Palazzo Medici and the Chapel of the Magi frescoed by Benozzo Gozzoli

The Medici Riccardi palace is located in the heart of Florence and is a work created by the architect Michelozzo, commissioned by Cosimo the Elder.

Initially the construction of the building was entrusted to Brunelleschi, but since his project was too sumptuous, it was thought that the magnificence of the structure could have unleashed the ire of the citizens.

Cosimo thus commissioned Michelozzo, a good but undoubtedly more discreet architect, who created a cubic-shaped building with an imposing external appearance, but certainly more sober. He designed a central courtyard with Corinthian columns, inspired by elements belonging to classical art and by Leon Battista Alberti's Palazzo Rucellai almost simultaneously.

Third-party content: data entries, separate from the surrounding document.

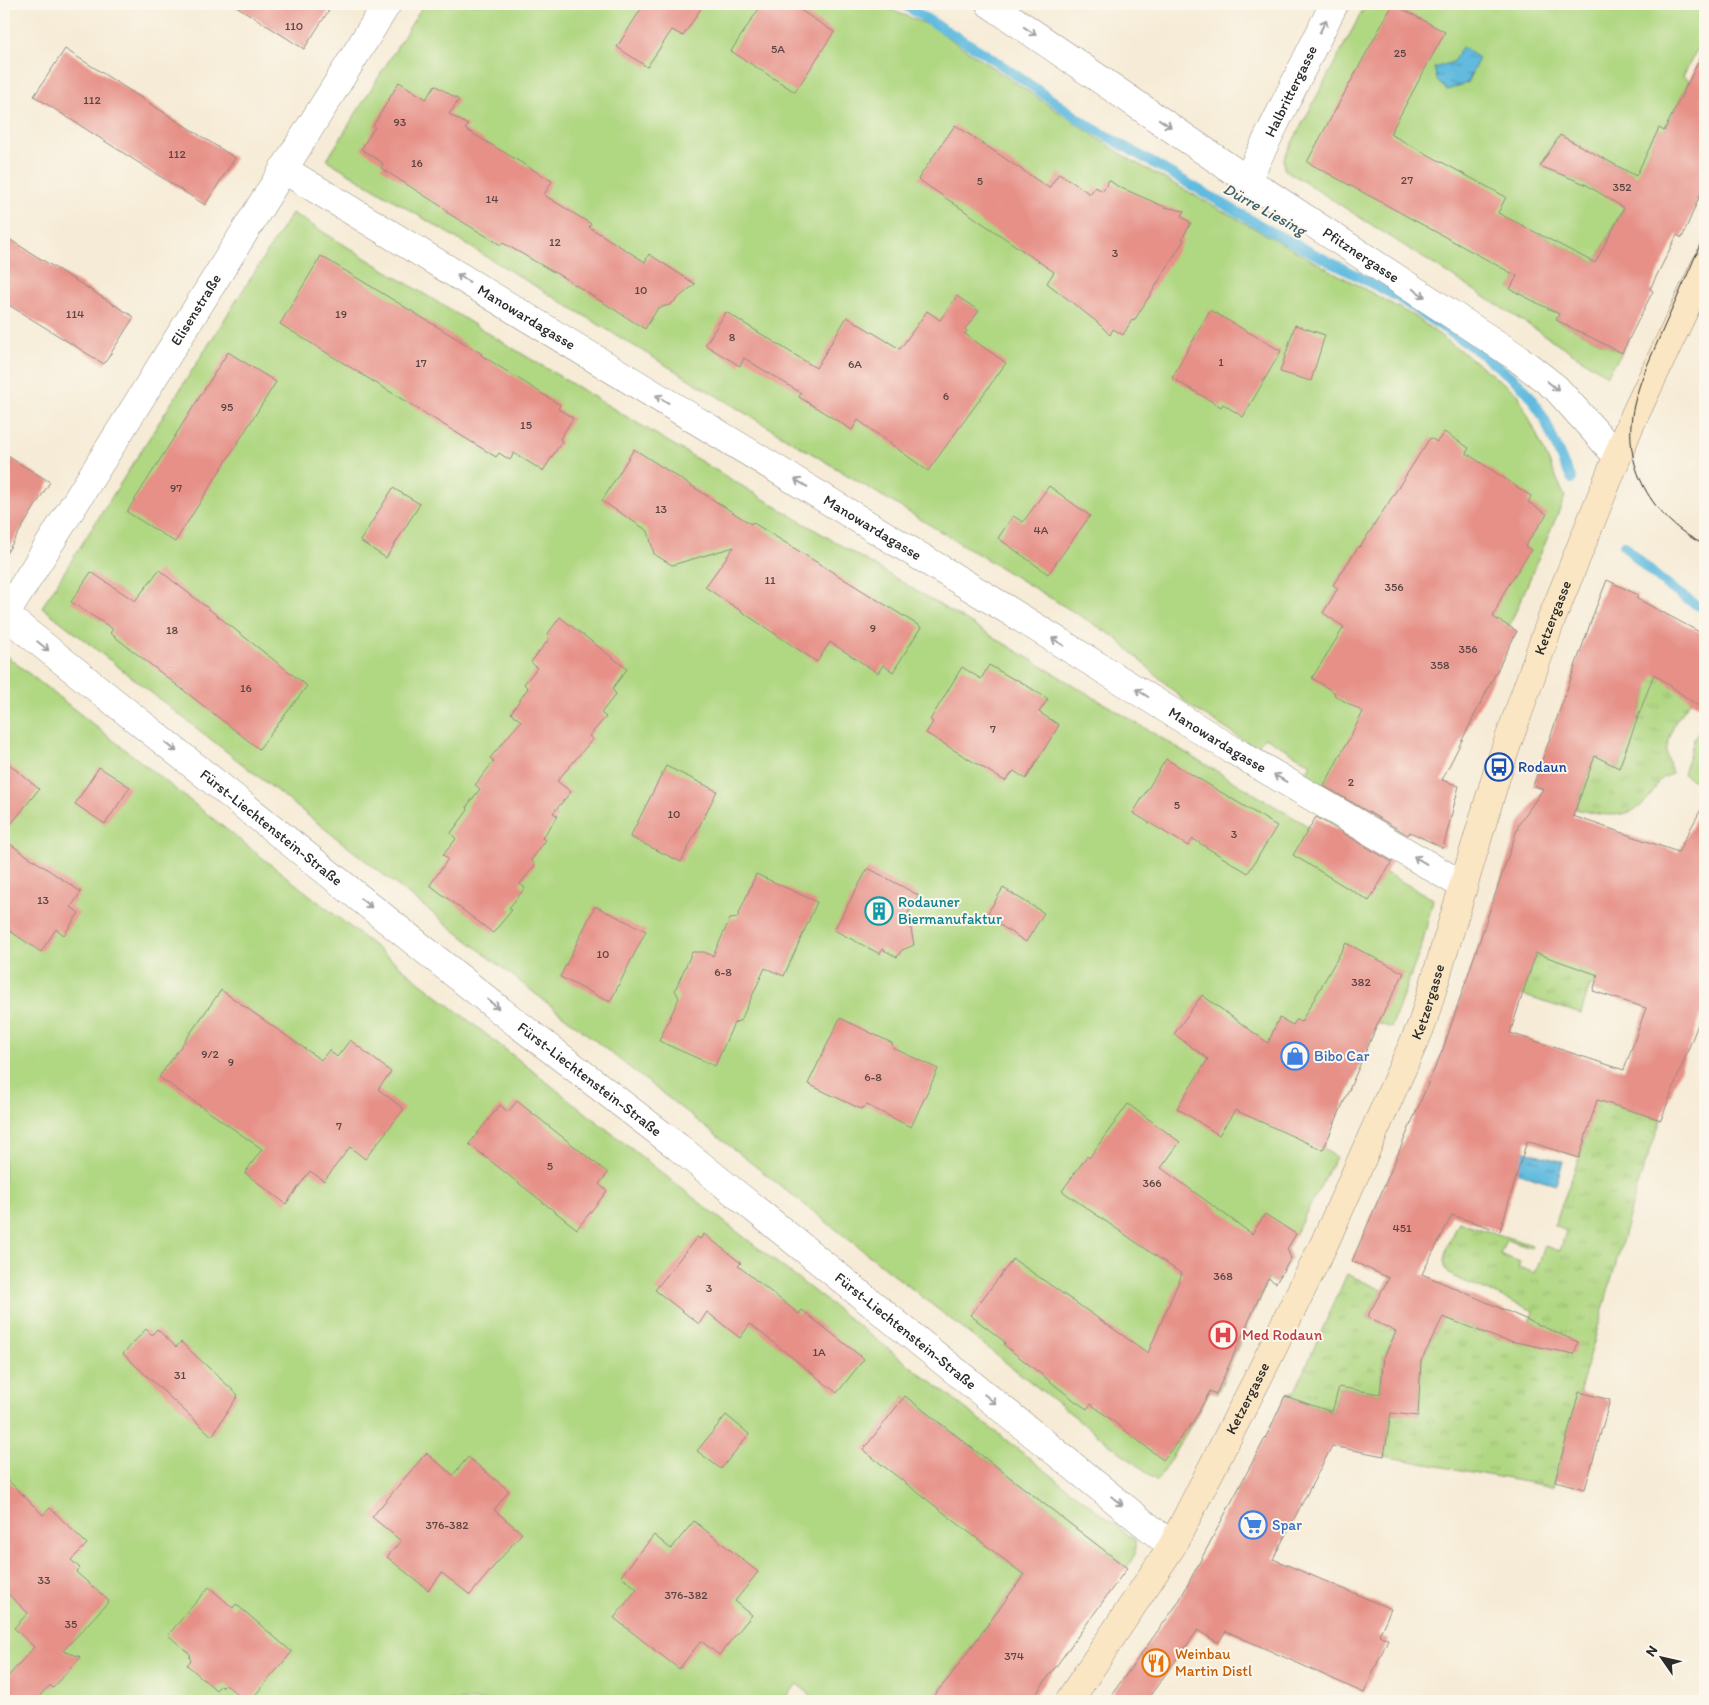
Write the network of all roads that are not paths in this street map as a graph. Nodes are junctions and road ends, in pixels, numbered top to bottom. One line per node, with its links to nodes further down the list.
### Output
1 (387, 4): 4 (street, Elisenstraße)
2 (990, 4): 5 (street, Pfitznergasse, one-way to 5)
3 (1334, 4): 5 (street, Halbrittergasse, one-way to 3)
4 (283, 169): 8 (street, Elisenstraße); 9 (street, Manowardagasse, one-way to 4)
5 (1247, 180): 7 (street, Pfitznergasse, one-way to 7)
6 (1705, 266): 7 (main road, Ketzergasse)
7 (1617, 456): 9 (main road, Ketzergasse)
8 (5, 615): 10 (street, Fürst-Liechtenstein-Straße, one-way to 10)
9 (1462, 885): 10 (main road, Ketzergasse)
10 (1172, 1546): 11 (main road, Ketzergasse)
11 (1069, 1701)

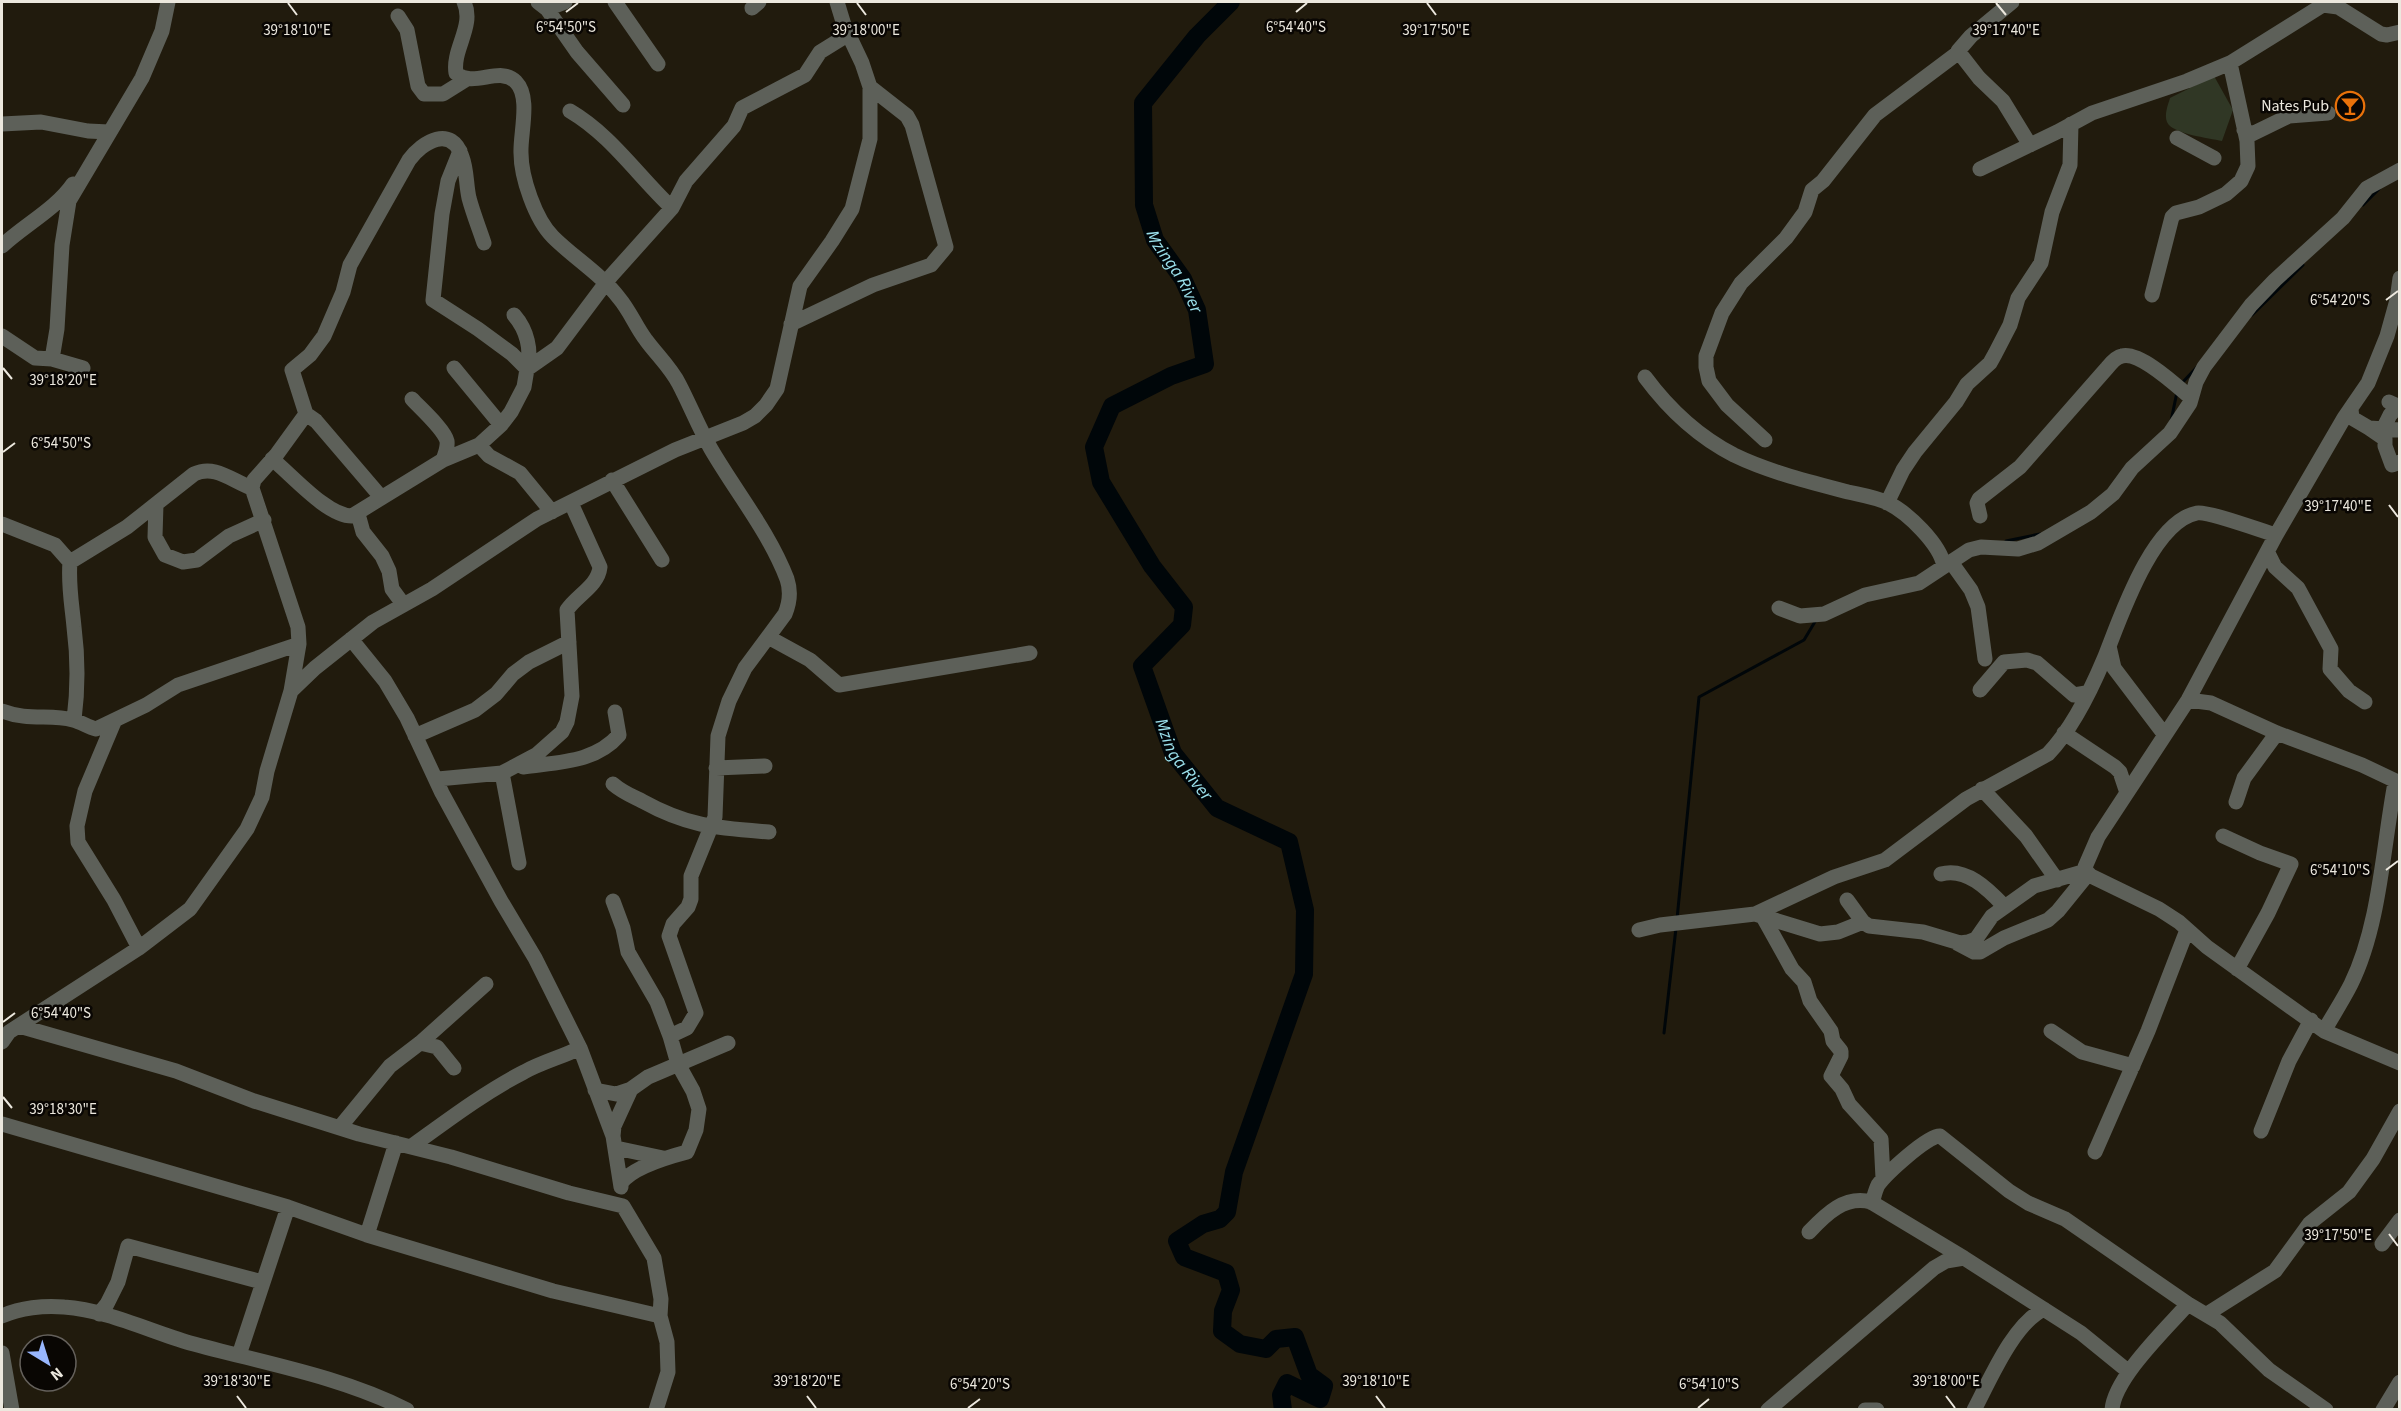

The building is located in a strategic point of the city: it is located, in fact, between the intersection of Via Larga (the current Via Cavour), Via de 'Gori, very close to the protected churches of the family (San Lorenzo and San Marco) and finally a stone's throw from the Duomo. All these areas give life to the so-called "Medici district".

The recurring feature in the building is sobriety combined with elegance. Michelozzo uses ashlar, a masonry made of stone blocks superimposed in staggered rows, worked in such a way that some boulders seem set back compared to others. This technique was, in the Middle Ages, reserved for public buildings where the city government was based.

The courtyard is created following a game of symmetries that in fact do not exist. The order consists of a portico with composite columns and capitals and ends with a frieze with medallions containing the Medici coats of arms.

THE CHAPEL OF THE MAGI by Benozzo Gozzoli

Numerous decorations were created inside the palace. One of the best known is certainly the Chapel of the Magi, a famous cycle of frescoes located on the main floor of the building by Benozzo Gozzoli, a pupil of Beato Angelico.

The three main walls represent the cavalcade of the Magi, a religious subject used as a pretext to represent the whole series of portraits and political figures belonging to the Medici family.

The frescoes develop scenographically around the viewer, giving the impression of being able to admire the procession represented without interruptions. The small working space was the family's private chapel.

At the end of the fifteenth century, the artistic collections of the Medici family were kept inside the residence such as Donatello's David placed in the courtyard, the works of Paolo Uccello, Botticelli, Verrocchio, Pollaiolo and many others.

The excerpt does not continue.